### [Exercise details]
Copy the data below verbatim, leaving no line out.

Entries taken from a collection
──────────

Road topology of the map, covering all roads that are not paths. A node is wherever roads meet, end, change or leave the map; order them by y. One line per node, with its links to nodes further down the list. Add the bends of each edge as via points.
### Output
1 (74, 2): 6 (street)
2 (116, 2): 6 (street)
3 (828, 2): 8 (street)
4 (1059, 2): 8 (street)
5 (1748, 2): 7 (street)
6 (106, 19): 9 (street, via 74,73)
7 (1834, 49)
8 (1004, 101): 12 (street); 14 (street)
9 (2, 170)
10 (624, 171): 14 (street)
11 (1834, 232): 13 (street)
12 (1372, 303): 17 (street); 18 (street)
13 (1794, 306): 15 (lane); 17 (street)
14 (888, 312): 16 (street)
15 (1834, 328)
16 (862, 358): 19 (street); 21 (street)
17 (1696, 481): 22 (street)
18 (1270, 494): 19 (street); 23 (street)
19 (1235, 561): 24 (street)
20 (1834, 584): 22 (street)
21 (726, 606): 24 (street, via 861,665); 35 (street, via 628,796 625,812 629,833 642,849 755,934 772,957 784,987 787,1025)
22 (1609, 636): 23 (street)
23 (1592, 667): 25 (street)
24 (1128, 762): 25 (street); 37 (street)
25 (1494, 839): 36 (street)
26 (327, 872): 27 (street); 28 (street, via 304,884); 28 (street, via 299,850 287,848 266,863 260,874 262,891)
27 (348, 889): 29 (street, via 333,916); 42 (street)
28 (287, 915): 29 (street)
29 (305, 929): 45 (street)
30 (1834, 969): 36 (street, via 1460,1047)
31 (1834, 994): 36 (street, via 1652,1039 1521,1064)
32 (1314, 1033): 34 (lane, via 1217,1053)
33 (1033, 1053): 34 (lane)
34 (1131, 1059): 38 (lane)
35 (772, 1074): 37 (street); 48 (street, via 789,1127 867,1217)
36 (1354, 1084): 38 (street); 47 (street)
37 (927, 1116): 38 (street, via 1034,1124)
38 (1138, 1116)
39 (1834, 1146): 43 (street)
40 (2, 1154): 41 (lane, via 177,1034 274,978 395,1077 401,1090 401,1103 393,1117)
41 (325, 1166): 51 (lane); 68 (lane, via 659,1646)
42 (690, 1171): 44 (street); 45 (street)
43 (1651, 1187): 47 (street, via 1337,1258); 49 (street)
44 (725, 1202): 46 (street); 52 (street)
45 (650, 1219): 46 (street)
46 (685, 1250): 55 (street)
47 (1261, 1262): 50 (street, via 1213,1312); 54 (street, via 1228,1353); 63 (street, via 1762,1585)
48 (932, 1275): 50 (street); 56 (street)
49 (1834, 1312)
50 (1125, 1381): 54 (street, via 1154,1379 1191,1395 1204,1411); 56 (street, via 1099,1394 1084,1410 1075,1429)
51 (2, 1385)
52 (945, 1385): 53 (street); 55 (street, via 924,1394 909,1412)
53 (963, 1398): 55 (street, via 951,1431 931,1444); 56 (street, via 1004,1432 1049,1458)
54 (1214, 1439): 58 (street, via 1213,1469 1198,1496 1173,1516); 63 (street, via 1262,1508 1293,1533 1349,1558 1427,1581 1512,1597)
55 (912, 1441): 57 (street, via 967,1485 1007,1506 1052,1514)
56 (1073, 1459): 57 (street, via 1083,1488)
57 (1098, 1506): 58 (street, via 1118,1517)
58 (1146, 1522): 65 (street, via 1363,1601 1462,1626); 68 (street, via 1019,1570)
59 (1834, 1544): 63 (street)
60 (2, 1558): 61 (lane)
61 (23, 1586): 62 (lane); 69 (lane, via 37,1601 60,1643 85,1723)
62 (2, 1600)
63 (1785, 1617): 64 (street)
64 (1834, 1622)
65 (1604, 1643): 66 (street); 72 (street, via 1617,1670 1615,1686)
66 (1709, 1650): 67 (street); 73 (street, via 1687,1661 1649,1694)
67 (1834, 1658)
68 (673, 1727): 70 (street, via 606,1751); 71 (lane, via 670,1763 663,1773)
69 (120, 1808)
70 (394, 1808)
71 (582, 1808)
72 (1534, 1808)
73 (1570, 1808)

──────────

### [Answer area]
Road topology of the map, covering all roads that are not paths. A node is wherever roads meet, end, change or leave the map; order them by y. One line per node, with its links to nodes further down the list. Add the bends of each edge as via points.
### Output
1 (74, 2): 6 (street)
2 (116, 2): 6 (street)
3 (828, 2): 8 (street)
4 (1059, 2): 8 (street)
5 (1748, 2): 7 (street)
6 (106, 19): 9 (street, via 74,73)
7 (1834, 49)
8 (1004, 101): 12 (street); 14 (street)
9 (2, 170)
10 (624, 171): 14 (street)
11 (1834, 232): 13 (street)
12 (1372, 303): 17 (street); 18 (street)
13 (1794, 306): 15 (lane); 17 (street)
14 (888, 312): 16 (street)
15 (1834, 328)
16 (862, 358): 19 (street); 21 (street)
17 (1696, 481): 22 (street)
18 (1270, 494): 19 (street); 23 (street)
19 (1235, 561): 24 (street)
20 (1834, 584): 22 (street)
21 (726, 606): 24 (street, via 861,665); 35 (street, via 628,796 625,812 629,833 642,849 755,934 772,957 784,987 787,1025)
22 (1609, 636): 23 (street)
23 (1592, 667): 25 (street)
24 (1128, 762): 25 (street); 37 (street)
25 (1494, 839): 36 (street)
26 (327, 872): 27 (street); 28 (street, via 304,884); 28 (street, via 299,850 287,848 266,863 260,874 262,891)
27 (348, 889): 29 (street, via 333,916); 42 (street)
28 (287, 915): 29 (street)
29 (305, 929): 45 (street)
30 (1834, 969): 36 (street, via 1460,1047)
31 (1834, 994): 36 (street, via 1652,1039 1521,1064)
32 (1314, 1033): 34 (lane, via 1217,1053)
33 (1033, 1053): 34 (lane)
34 (1131, 1059): 38 (lane)
35 (772, 1074): 37 (street); 48 (street, via 789,1127 867,1217)
36 (1354, 1084): 38 (street); 47 (street)
37 (927, 1116): 38 (street, via 1034,1124)
38 (1138, 1116)
39 (1834, 1146): 43 (street)
40 (2, 1154): 41 (lane, via 177,1034 274,978 395,1077 401,1090 401,1103 393,1117)
41 (325, 1166): 51 (lane); 68 (lane, via 659,1646)
42 (690, 1171): 44 (street); 45 (street)
43 (1651, 1187): 47 (street, via 1337,1258); 49 (street)
44 (725, 1202): 46 (street); 52 (street)
45 (650, 1219): 46 (street)
46 (685, 1250): 55 (street)
47 (1261, 1262): 50 (street, via 1213,1312); 54 (street, via 1228,1353); 63 (street, via 1762,1585)
48 (932, 1275): 50 (street); 56 (street)
49 (1834, 1312)
50 (1125, 1381): 54 (street, via 1154,1379 1191,1395 1204,1411); 56 (street, via 1099,1394 1084,1410 1075,1429)
51 (2, 1385)
52 (945, 1385): 53 (street); 55 (street, via 924,1394 909,1412)
53 (963, 1398): 55 (street, via 951,1431 931,1444); 56 (street, via 1004,1432 1049,1458)
54 (1214, 1439): 58 (street, via 1213,1469 1198,1496 1173,1516); 63 (street, via 1262,1508 1293,1533 1349,1558 1427,1581 1512,1597)
55 (912, 1441): 57 (street, via 967,1485 1007,1506 1052,1514)
56 (1073, 1459): 57 (street, via 1083,1488)
57 (1098, 1506): 58 (street, via 1118,1517)
58 (1146, 1522): 65 (street, via 1363,1601 1462,1626); 68 (street, via 1019,1570)
59 (1834, 1544): 63 (street)
60 (2, 1558): 61 (lane)
61 (23, 1586): 62 (lane); 69 (lane, via 37,1601 60,1643 85,1723)
62 (2, 1600)
63 (1785, 1617): 64 (street)
64 (1834, 1622)
65 (1604, 1643): 66 (street); 72 (street, via 1617,1670 1615,1686)
66 (1709, 1650): 67 (street); 73 (street, via 1687,1661 1649,1694)
67 (1834, 1658)
68 (673, 1727): 70 (street, via 606,1751); 71 (lane, via 670,1763 663,1773)
69 (120, 1808)
70 (394, 1808)
71 (582, 1808)
72 (1534, 1808)
73 (1570, 1808)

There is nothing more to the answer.